Tricyclic antidepressant (TCA)
Inhibits reuptake of serotonin and norepinephrine; at lower doses, acts as a potent H1 histamine receptor antagonist with minimal anticholinergic effects.
Major depressive disorder (MDD), anxiety disorders, insomnia (low-dose formulation for sleep maintenance).
Chronic urticaria, pruritus, post-traumatic stress disorder (PTSD), augmentation in depression, post-stroke depression (PSD)
Oral tablets, capsules, solution; low-dose formulation (Silenor) for insomnia.
For depression/anxiety, 25–50 mg p.o. daily, divided BID or taken at bedtime; titrate to 75–300 mg/day as tolerated. For insomnia, 3–6 mg nightly (FDA-approved) or off-label 10–25 mg p.o. nightly.
75–300 mg/day for mood and anxiety; 3–25 mg/day for sleep or pruritus.
Metabolized by CYP2C19 and CYP2D6; half-life 8–24 hours depending on dose and formulation.
Sedation, dry mouth, constipation, blurred vision, dizziness, weight gain.
Cardiac arrhythmias, orthostatic hypotension, urinary retention, cognitive impairment, overdose toxicity.
Baseline ECG in patients over 40 or with cardiac risk factors; monitor orthostasis and anticholinergic burden.
Increased risk of suicidal ideation in children, adolescents, and young adults.

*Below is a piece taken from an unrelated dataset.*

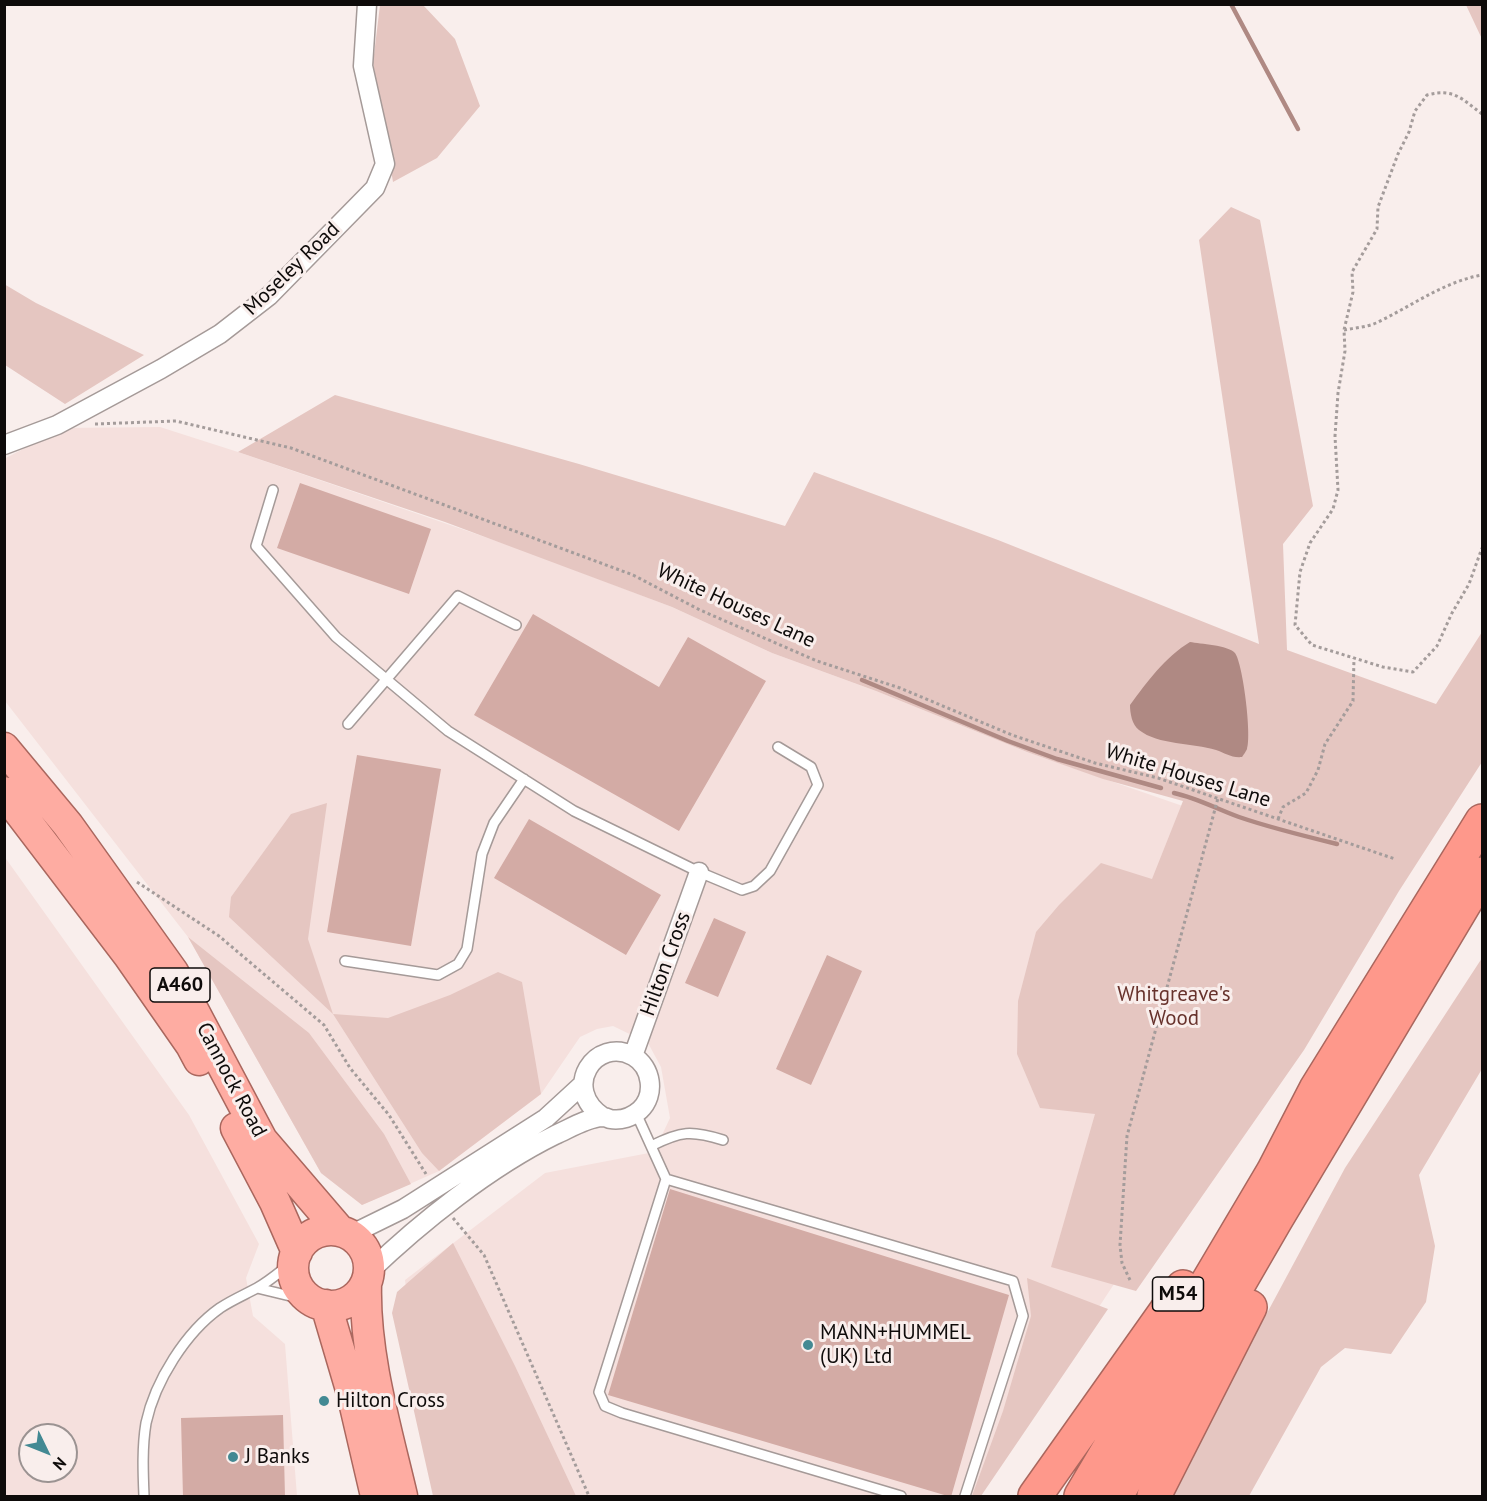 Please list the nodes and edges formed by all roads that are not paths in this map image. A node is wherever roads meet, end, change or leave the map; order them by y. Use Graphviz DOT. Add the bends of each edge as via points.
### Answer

Low-dose doxepin is often better tolerated in older adults with insomnia due to reduced anticholinergic effects. Higher doses should be avoided in patients with dementia, traumatic brain injury (TBI), or significant cognitive impairment due to sedation, fall risk, and delirium potential. ECG monitoring is advised in older or cardiac patients before initiating high-dose therapy.